田植えは『夏至の後に始め、半夏生の前に終わらせる』というのが基本です。『半夏生』は、夏至から数えて11日目のことです。この期間を過ぎると、秋の収穫に悪影響がでるといわれてきました。
このように農家にとって半夏生は特別な日であるため、神棚にお供え物をしたり、田の神に感謝する行事が行われたり、各地でさまざまな風習が残っています。
夏至の風習や食べ物はある?
夏至は、春分・秋分・冬至とともに広く知られています。しかし、夏至の風習や食べ物について知っている人は少ないのではないでしょうか?
特別な習慣は残っていない
全国的に広く残っている夏至の風習や食べ物はありません。その理由については、夏至から半夏生までは田植えの時期で忙しかったからというのが一般的な見解です。

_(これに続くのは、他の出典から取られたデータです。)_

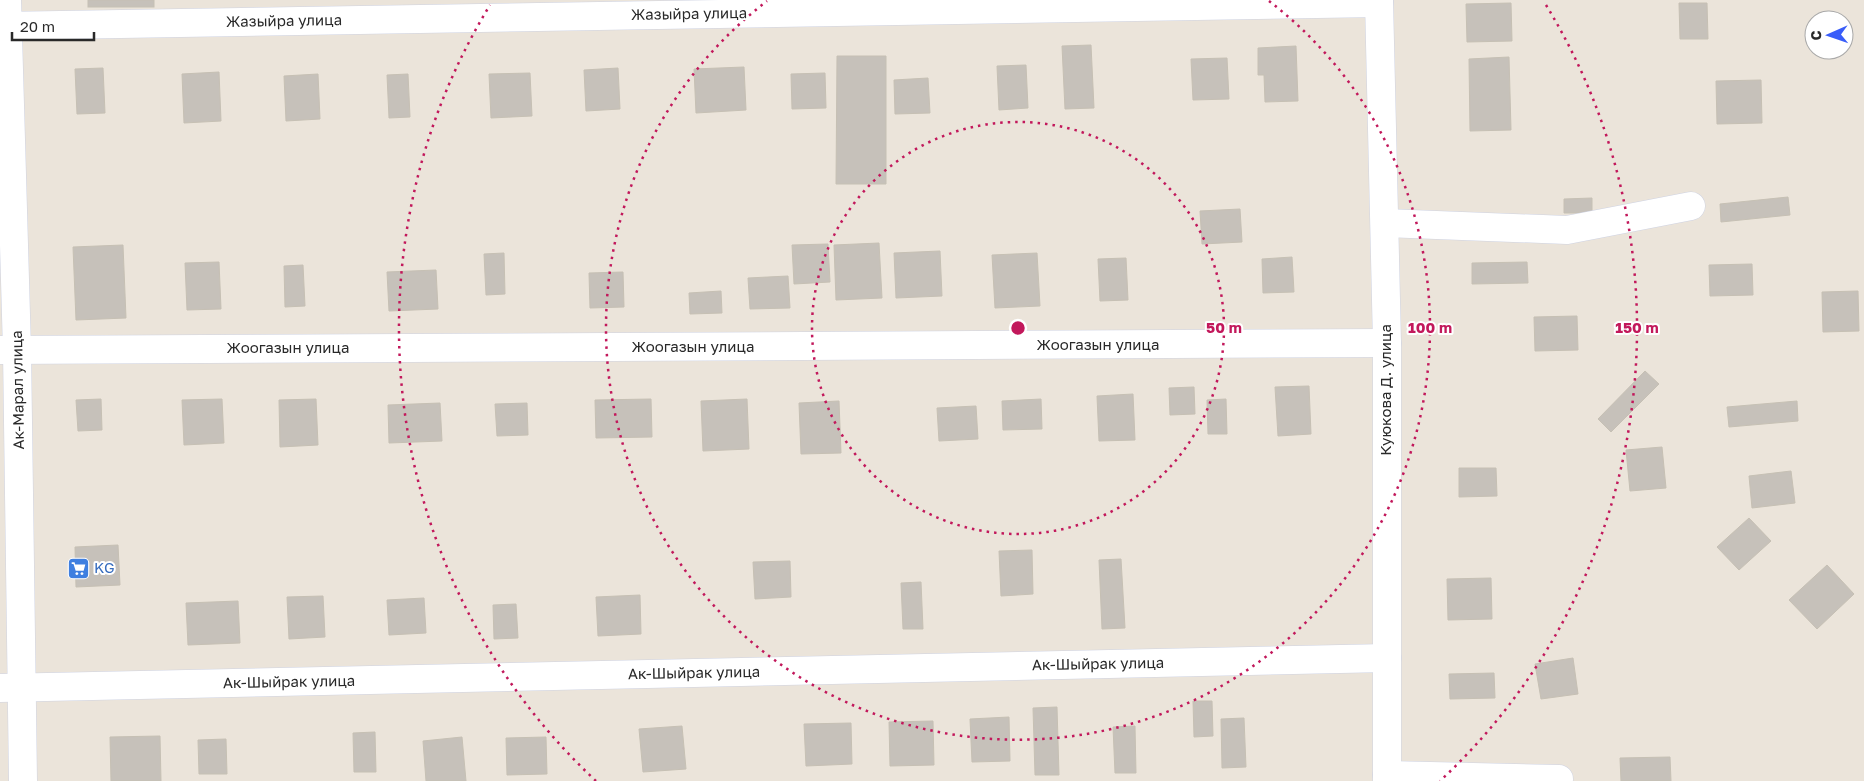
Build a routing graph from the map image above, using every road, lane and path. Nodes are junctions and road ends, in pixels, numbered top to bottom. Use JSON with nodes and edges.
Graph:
{"nodes":[{"id":1,"x":1379,"y":1,"type":"edge"},
{"id":2,"x":5,"y":17,"type":"edge"},
{"id":3,"x":1691,"y":206,"type":"dead end"},
{"id":4,"x":1385,"y":224,"type":"junction"},
{"id":5,"x":1387,"y":343,"type":"junction"},
{"id":6,"x":9,"y":350,"type":"edge"},
{"id":7,"x":1387,"y":658,"type":"junction"},
{"id":8,"x":11,"y":688,"type":"edge"},
{"id":9,"x":1387,"y":778,"type":"edge"},
{"id":10,"x":1559,"y":779,"type":"dead end"},
{"id":11,"x":23,"y":781,"type":"edge"}],
"edges":[{"from":1,"to":2,"type":"street","name":"Жазыйра улица"},
{"from":1,"to":4,"type":"street","name":"Куюкова Д. улица"},
{"from":2,"to":6,"type":"street","name":"Ак-Марал улица"},
{"from":3,"to":4,"type":"street"},
{"from":4,"to":5,"type":"street","name":"Куюкова Д. улица"},
{"from":5,"to":6,"type":"street","name":"Жоогазын улица"},
{"from":5,"to":7,"type":"street","name":"Куюкова Д. улица"},
{"from":6,"to":8,"type":"street","name":"Ак-Марал улица"},
{"from":7,"to":8,"type":"street","name":"Ак-Шыйрак улица"},
{"from":7,"to":9,"type":"street","name":"Куюкова Д. улица"},
{"from":8,"to":11,"type":"street","name":"Ак-Марал улица"},
{"from":9,"to":10,"type":"street"}]}
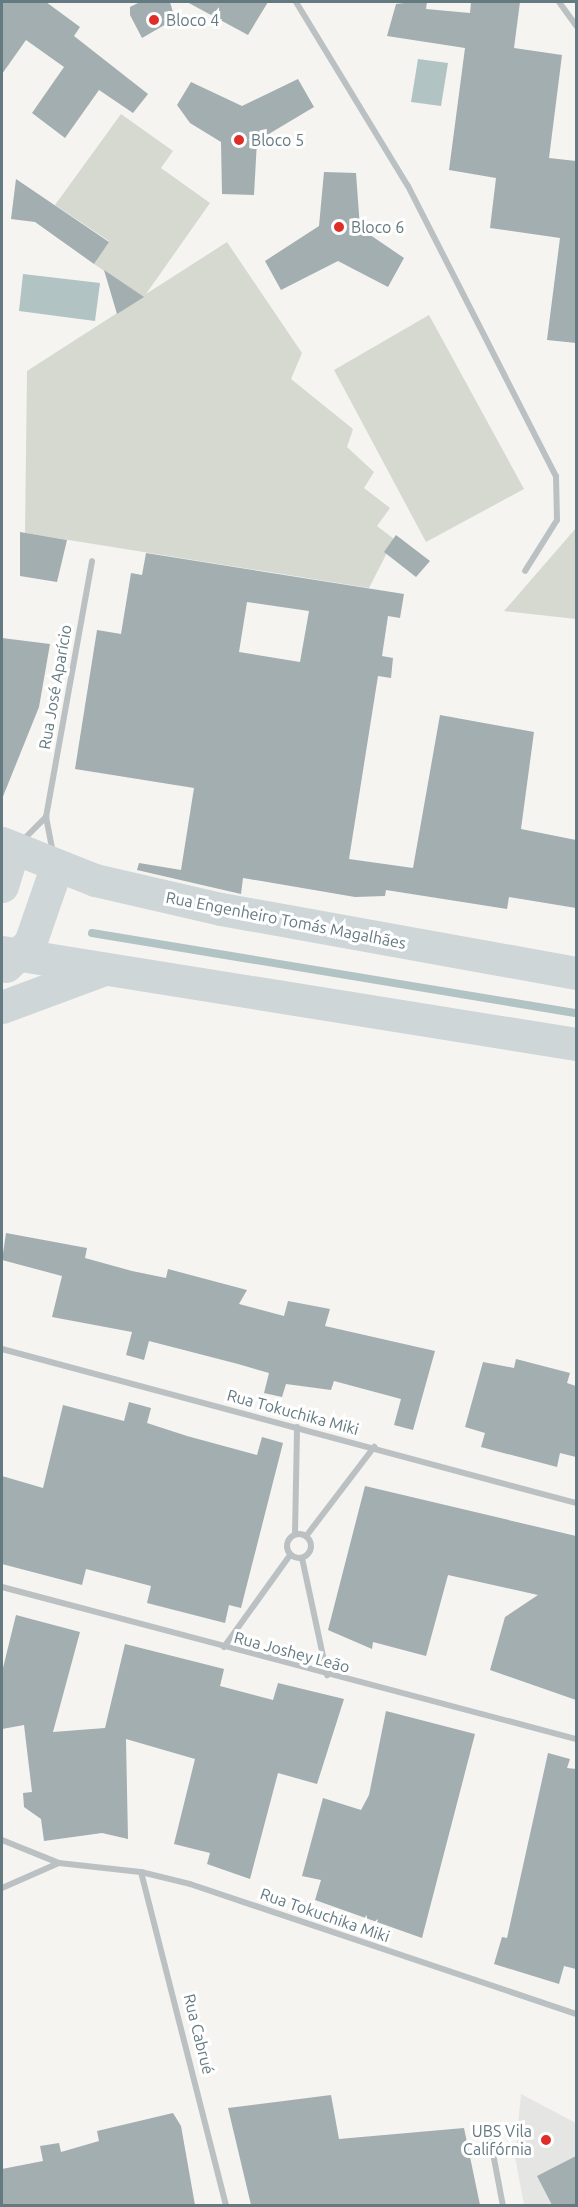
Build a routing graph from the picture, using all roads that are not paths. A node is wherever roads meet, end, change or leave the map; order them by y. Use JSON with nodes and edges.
{"nodes":[{"id":1,"x":296,"y":2,"type":"edge"},
{"id":2,"x":559,"y":2,"type":"edge"},
{"id":3,"x":576,"y":25,"type":"edge"},
{"id":4,"x":92,"y":561,"type":"dead end"},
{"id":5,"x":525,"y":571,"type":"dead end"},
{"id":6,"x":46,"y":817,"type":"junction"},
{"id":7,"x":6,"y":861,"type":"edge"},
{"id":8,"x":54,"y":875,"type":"junction"},
{"id":9,"x":14,"y":955,"type":"edge"},
{"id":10,"x":106,"y":968,"type":"junction"},
{"id":11,"x":576,"y":973,"type":"edge"},
{"id":12,"x":2,"y":1006,"type":"edge"},
{"id":13,"x":576,"y":1044,"type":"edge"},
{"id":14,"x":2,"y":1348,"type":"edge"},
{"id":15,"x":297,"y":1427,"type":"junction"},
{"id":16,"x":374,"y":1447,"type":"junction"},
{"id":17,"x":576,"y":1503,"type":"edge"},
{"id":18,"x":296,"y":1534,"type":"junction"},
{"id":19,"x":307,"y":1535,"type":"junction"},
{"id":20,"x":290,"y":1555,"type":"junction"},
{"id":21,"x":302,"y":1558,"type":"junction"},
{"id":22,"x":2,"y":1587,"type":"edge"},
{"id":23,"x":224,"y":1647,"type":"junction"},
{"id":24,"x":327,"y":1675,"type":"junction"},
{"id":25,"x":576,"y":1739,"type":"edge"},
{"id":26,"x":2,"y":1840,"type":"edge"},
{"id":27,"x":59,"y":1863,"type":"junction"},
{"id":28,"x":141,"y":1872,"type":"junction"},
{"id":29,"x":2,"y":1888,"type":"edge"},
{"id":30,"x":576,"y":2014,"type":"edge"},
{"id":31,"x":489,"y":2132,"type":"dead end"},
{"id":32,"x":226,"y":2205,"type":"edge"},
{"id":33,"x":503,"y":2205,"type":"edge"}],
"edges":[{"from":1,"to":5,"type":"street"},
{"from":2,"to":3,"type":"street"},
{"from":4,"to":6,"type":"street","name":"Rua José Aparício"},
{"from":6,"to":7,"type":"street"},
{"from":6,"to":8,"type":"street","name":"Rua José Aparício"},
{"from":7,"to":8,"type":"street","name":"Rua Engenheiro Tomás Magalhães"},
{"from":8,"to":9,"type":"street"},
{"from":8,"to":11,"type":"street","name":"Rua Engenheiro Tomás Magalhães"},
{"from":9,"to":10,"type":"street"},
{"from":10,"to":12,"type":"street"},
{"from":10,"to":13,"type":"street"},
{"from":14,"to":15,"type":"street","name":"Rua Tokuchika Miki"},
{"from":15,"to":16,"type":"street","name":"Rua Tokuchika Miki"},
{"from":15,"to":18,"type":"street"},
{"from":16,"to":17,"type":"street","name":"Rua Tokuchika Miki"},
{"from":16,"to":19,"type":"street"},
{"from":18,"to":19,"type":"street"},
{"from":18,"to":20,"type":"street"},
{"from":19,"to":21,"type":"street"},
{"from":20,"to":21,"type":"street"},
{"from":20,"to":23,"type":"street"},
{"from":21,"to":24,"type":"street"},
{"from":22,"to":23,"type":"street","name":"Rua Joshey Leão"},
{"from":23,"to":24,"type":"street","name":"Rua Joshey Leão"},
{"from":24,"to":25,"type":"street","name":"Rua Joshey Leão"},
{"from":26,"to":27,"type":"street","name":"Rua Tokuchika Miki"},
{"from":27,"to":28,"type":"street","name":"Rua Tokuchika Miki"},
{"from":27,"to":29,"type":"street","name":"Rua Tokuchika Miki"},
{"from":28,"to":30,"type":"street","name":"Rua Tokuchika Miki"},
{"from":28,"to":32,"type":"street","name":"Rua Cabrué"},
{"from":31,"to":33,"type":"street"}]}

ただし、各地方では田植えの終わりを祝う行事や豊作を願う行事が行われており、それが風習として残っています。例えば、関西地方ではタコの足のように稲が根付くようにとタコを食べる習慣があります。
また、福井県では『半夏生鯖(はんげしょうさば)』と呼ばれる焼き鯖を食べ、奈良県では小麦とモチ米、きな粉を使った『半夏生餅(はんげしょうもち)』が食べられています。
二見興玉神社の夏至祭が有名
夏至には、世界各地でさまざまな行事が行われています。日本では三重県の二見興玉神社で行われる『夏至祭』が有名です。
二見興玉神社のある二見浦は、伊勢神宮参拝の前に、その浜で禊(みそぎ)をしてからお参りするという『浜参宮(はまさんぐう)』という習わしがある場所で、太陽がもっとも高くなる夏至に、二見浦正面にある夫婦岩の間から昇る朝日を浴びて身を清めるのです。
二つの岩がまるで夫婦が寄り添っているように見える夫婦岩は有名で、夏至前後の約1カ月間のみ夫婦岩の間から朝日が昇ります。